Publicado no último dia 12 [1], o relatório do Grupo de Ação Financeira Internacional (Gafi) aponta, mais uma vez, a necessidade de o Brasil criar mecanismos para aprimorar a detecção de lavagem de dinheiro e financiamento do terrorismo, principalmente no setor não financeiro, com foco na advocacia.

Com base nesta exigência — a qual se reitera desde 2009, ano da primeira crítica no relatório do Gafi —, este artigo examinará em que medida o advogado está sujeito às incidências da Lei de Lavagem de Dinheiro.

Para tanto, serão feitas breves reflexões e apontamentos sobre: a obrigatoriedade do advogado em prestar informações aos órgãos de controle (Coaf); a verificação do momento em que o advogado deve se abster de prestar assessoria ou consultoria jurídica; e, por fim, a legalidade na aceitação pelo advogado de honorários com valores provenientes de atividade criminosa.

Conforme pontua André Callegari [2], a reforma da Lei nº 9613/98 inovou quanto à posição do advogado frente ao mencionado delito, sendo possível determinar dois momentos distintos em que se dá tal questionamento: a aceitação de honorários maculados e a obrigação do advogado em fornecer informações como se mero consultor fosse.

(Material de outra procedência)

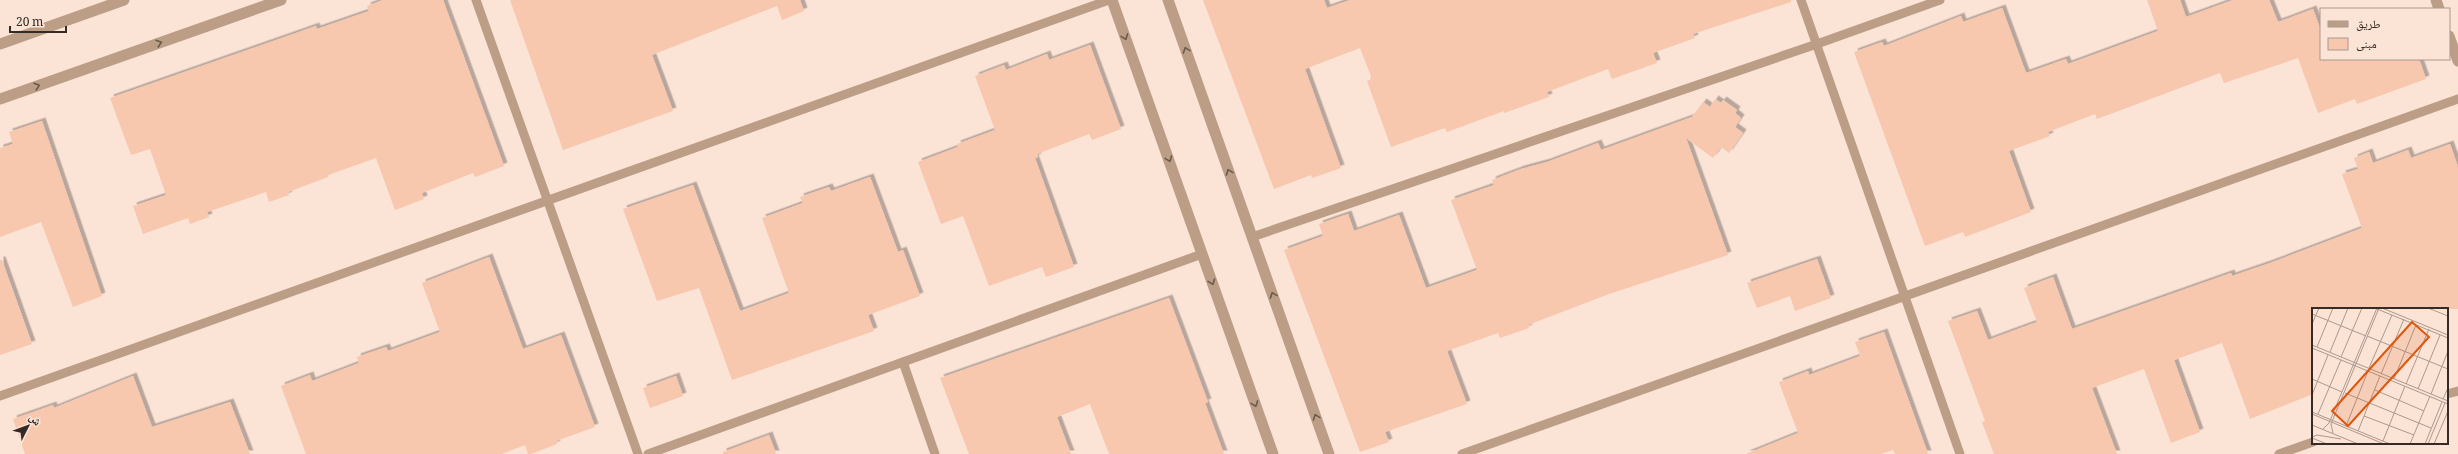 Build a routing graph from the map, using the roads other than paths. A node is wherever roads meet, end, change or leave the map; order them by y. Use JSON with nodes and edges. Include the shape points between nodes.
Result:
{"nodes":[{"id":1,"x":124,"y":0,"type":"edge"},
{"id":2,"x":280,"y":0,"type":"edge"},
{"id":3,"x":476,"y":0,"type":"edge"},
{"id":4,"x":1111,"y":0,"type":"edge"},
{"id":5,"x":1168,"y":0,"type":"edge"},
{"id":6,"x":1801,"y":0,"type":"edge"},
{"id":7,"x":1940,"y":0,"type":"edge"},
{"id":8,"x":2450,"y":39,"type":"edge"},
{"id":9,"x":0,"y":44,"type":"edge"},
{"id":10,"x":1817,"y":44,"type":"junction"},
{"id":11,"x":2458,"y":61,"type":"edge"},
{"id":12,"x":0,"y":99,"type":"edge"},
{"id":13,"x":2458,"y":99,"type":"edge"},
{"id":14,"x":548,"y":200,"type":"junction"},
{"id":15,"x":1252,"y":236,"type":"junction"},
{"id":16,"x":1202,"y":254,"type":"junction"},
{"id":17,"x":1905,"y":296,"type":"junction"},
{"id":18,"x":903,"y":362,"type":"junction"},
{"id":19,"x":2458,"y":390,"type":"edge"},
{"id":20,"x":2448,"y":394,"type":"edge"},
{"id":21,"x":0,"y":396,"type":"edge"},
{"id":22,"x":2312,"y":442,"type":"edge"},
{"id":23,"x":638,"y":454,"type":"edge"},
{"id":24,"x":648,"y":454,"type":"edge"},
{"id":25,"x":935,"y":454,"type":"edge"},
{"id":26,"x":1273,"y":454,"type":"edge"},
{"id":27,"x":1329,"y":454,"type":"edge"},
{"id":28,"x":1462,"y":454,"type":"edge"},
{"id":29,"x":1960,"y":454,"type":"edge"},
{"id":30,"x":2279,"y":454,"type":"edge"}],
"edges":[{"from":1,"to":9,"type":"street"},
{"from":12,"to":2,"type":"street","one_way":true},
{"from":3,"to":14,"type":"lane"},
{"from":4,"to":14,"type":"lane"},
{"from":4,"to":16,"type":"street","one_way":true},
{"from":15,"to":5,"type":"street","one_way":true},
{"from":6,"to":10,"type":"lane"},
{"from":7,"to":10,"type":"lane"},
{"from":8,"to":11,"type":"street"},
{"from":10,"to":15,"type":"lane"},
{"from":10,"to":17,"type":"lane"},
{"from":13,"to":17,"type":"lane"},
{"from":14,"to":21,"type":"lane"},
{"from":14,"to":23,"type":"lane"},
{"from":27,"to":15,"type":"street","one_way":true},
{"from":16,"to":18,"type":"lane"},
{"from":16,"to":26,"type":"street","one_way":true},
{"from":17,"to":28,"type":"lane"},
{"from":17,"to":29,"type":"lane"},
{"from":18,"to":24,"type":"lane"},
{"from":18,"to":25,"type":"lane"},
{"from":19,"to":20,"type":"lane"},
{"from":22,"to":30,"type":"lane"}]}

No que diz respeito à obrigação em fornecer informações, prevista nos artigos 10 e 11 da Lei nº 9.613/98, o legislador estabeleceu, no artigo 9º, uma lista de setores de atividades sensíveis à lavagem de dinheiro, cujos profissionais devem colaborar com a repressão à prática.

Esses profissionais devem compilar e sistematizar dados sobre os usuários dos seus serviços, bem como comunicar às autoridades competentes sobre atividades suspeitas de lavagem de dinheiro, sem que seja dada ciência ao denunciado.

No que interessa ao presente estudo, o inciso XIV, do artigo 9º, da Lei nº 9.613/98, incluiu entre os sujeitos submetidos à obrigação de comunicação pessoas físicas ou jurídicas que prestam, mesmo que eventualmente, serviços de assessoria, consultoria, contadoria, auditoria, aconselhamento ou assistência, de qualquer natureza, nas mais diversas operações.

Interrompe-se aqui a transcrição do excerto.